After quite a few starts and stops, I have completed “Stitch” and it is currently on the way to its new home. With my bears&boxes pieces, the first thing I determine is the style, size and configuration of the basic box. My husband Jay built this box for me. I’m pretty sure he must have wondered if I was ever going to make anything with it. Sometimes, these things take time – almost always in other words.
I painted this box with gesso so the paper I used to cover it would have a better surface to adhere to. It’s often about looking ahead and working backwards. So after determining which paper I was going to use, I then painted the edges to match.
Painting the edges first and covering the box afterwards helps me to avoid messing up the paper.
I purposely left the front unfinished for two reasons. The art I had planned for the front would create an uneven surface when I was working on the inside. And I was still working out the details of the front artwork in my head.
There are so many parts and pieces to these things. Often they begin as one thing and end up as another. This little sewing machine Christmas ornament was perfect – except for the coloring.
Here are a few photos of various stages of the inside details. I began with the bench I knew the bear would be sitting on – made from small wooden vintage style rulers.
Then I created the shelf for the top part of the box.
One of the main features of the box was a panel of various kinds of scissors. I love scissors as many sewers/seamstresses/makers/creators do. I have many variations of them. I decided it was a detail that should be quite prominent. Here’s the beginning of the panel covered with coordinating paper.
I cut the wooden frame to size and painted it and added the tiny scissors.
And although it was really stating the obvious, I created a little sign to go above it: “SCISSORS” Here you can also see the repainted sewing machine and the shelf supports that are vintage wooden spools.
I cut out these panels and covered the edges with metallic silver tape.
These tiny thimble charms were also part of the plan dangling from this wooden support.
Here’s a peek behind the scenes so to speak. I fiddled around with the layout of the elements to get a feel for how things will mesh and how they should be spaced.
Once I have a good plan in place I try to sort it out a little more. Note the lack of paint and details on the spools, jars, bottles and other items. They will show up later.
The artwork for the front of the box consisted of several steps. I started by arranging these sewing related bits and pieces.
I took a coordinating piece of scrapbook paper and added a clear texture to it. I gave this same treatment to the board that the bits and pieces will be mounted on which you can in these photos. I made sure everything was properly adhered in place and added some texture with tiny glass and steel beads.
Painting the piece was the final step of this stage – black, a bit of blue chalk-like paint and silver highlights.
I added yet another wooden frame cut to size around the panel and mounted it on the textured scrapbook paper. Then I mounted both onto corrugated paper.

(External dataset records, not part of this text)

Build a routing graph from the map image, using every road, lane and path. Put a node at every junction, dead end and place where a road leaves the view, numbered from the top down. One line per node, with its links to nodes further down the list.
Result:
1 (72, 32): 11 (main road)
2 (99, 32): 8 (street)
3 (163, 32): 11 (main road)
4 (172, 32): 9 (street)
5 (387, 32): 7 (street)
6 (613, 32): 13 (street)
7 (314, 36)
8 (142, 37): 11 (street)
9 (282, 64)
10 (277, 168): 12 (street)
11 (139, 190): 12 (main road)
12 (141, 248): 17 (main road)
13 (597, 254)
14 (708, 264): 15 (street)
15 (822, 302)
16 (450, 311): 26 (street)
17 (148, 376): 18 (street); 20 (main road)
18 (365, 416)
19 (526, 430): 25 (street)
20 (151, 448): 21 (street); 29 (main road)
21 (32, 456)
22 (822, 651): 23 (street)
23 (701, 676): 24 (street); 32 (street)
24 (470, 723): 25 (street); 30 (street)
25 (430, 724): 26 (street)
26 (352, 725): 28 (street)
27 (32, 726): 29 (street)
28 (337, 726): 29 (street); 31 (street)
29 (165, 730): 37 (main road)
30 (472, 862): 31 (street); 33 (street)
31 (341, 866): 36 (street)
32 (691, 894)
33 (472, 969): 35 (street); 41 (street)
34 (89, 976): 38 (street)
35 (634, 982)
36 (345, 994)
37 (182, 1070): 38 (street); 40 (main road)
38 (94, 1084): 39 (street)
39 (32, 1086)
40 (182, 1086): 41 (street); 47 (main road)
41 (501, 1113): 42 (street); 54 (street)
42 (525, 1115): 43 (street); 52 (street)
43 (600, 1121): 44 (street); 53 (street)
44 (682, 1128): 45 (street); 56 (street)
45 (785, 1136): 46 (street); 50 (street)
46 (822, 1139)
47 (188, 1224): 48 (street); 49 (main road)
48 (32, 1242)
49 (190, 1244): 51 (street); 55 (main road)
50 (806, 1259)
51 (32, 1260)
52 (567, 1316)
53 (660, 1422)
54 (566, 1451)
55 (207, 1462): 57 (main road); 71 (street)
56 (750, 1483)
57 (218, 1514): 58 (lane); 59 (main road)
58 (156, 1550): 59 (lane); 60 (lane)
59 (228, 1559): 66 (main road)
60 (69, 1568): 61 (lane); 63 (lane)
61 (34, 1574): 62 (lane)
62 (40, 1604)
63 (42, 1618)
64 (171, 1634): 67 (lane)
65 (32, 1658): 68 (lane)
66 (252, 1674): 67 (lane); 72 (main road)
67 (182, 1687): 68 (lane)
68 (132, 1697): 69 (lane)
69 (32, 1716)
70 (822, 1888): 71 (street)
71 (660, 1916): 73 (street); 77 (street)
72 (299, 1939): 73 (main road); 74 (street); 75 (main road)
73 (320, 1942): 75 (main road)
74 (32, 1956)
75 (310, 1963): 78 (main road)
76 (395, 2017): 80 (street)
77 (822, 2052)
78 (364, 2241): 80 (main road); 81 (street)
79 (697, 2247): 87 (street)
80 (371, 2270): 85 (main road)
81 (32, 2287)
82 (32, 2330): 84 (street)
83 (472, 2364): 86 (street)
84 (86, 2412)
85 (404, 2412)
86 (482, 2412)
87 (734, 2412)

I had already created “Stitch”, the bear and had to decide on his hat. A thimble? A button?
How about both?
So finally, the piece is completed Here’s the front:
And here’s the box opened:
The left side:
And the right:
I loved, loved, loved creating this box. It was fun working with all the so-very-familiar objects in teeny, tiny sizes. The scissors I especially adored. Several of these items were once pins that came from my mother’s jewelry box. She was quite the seamstress and I like to think she would have enjoyed this piece a great deal. Now my next box piece underway and it’s slow at first but I’m hoping to make some headway soon. Stay tuned!
Thanks for reading!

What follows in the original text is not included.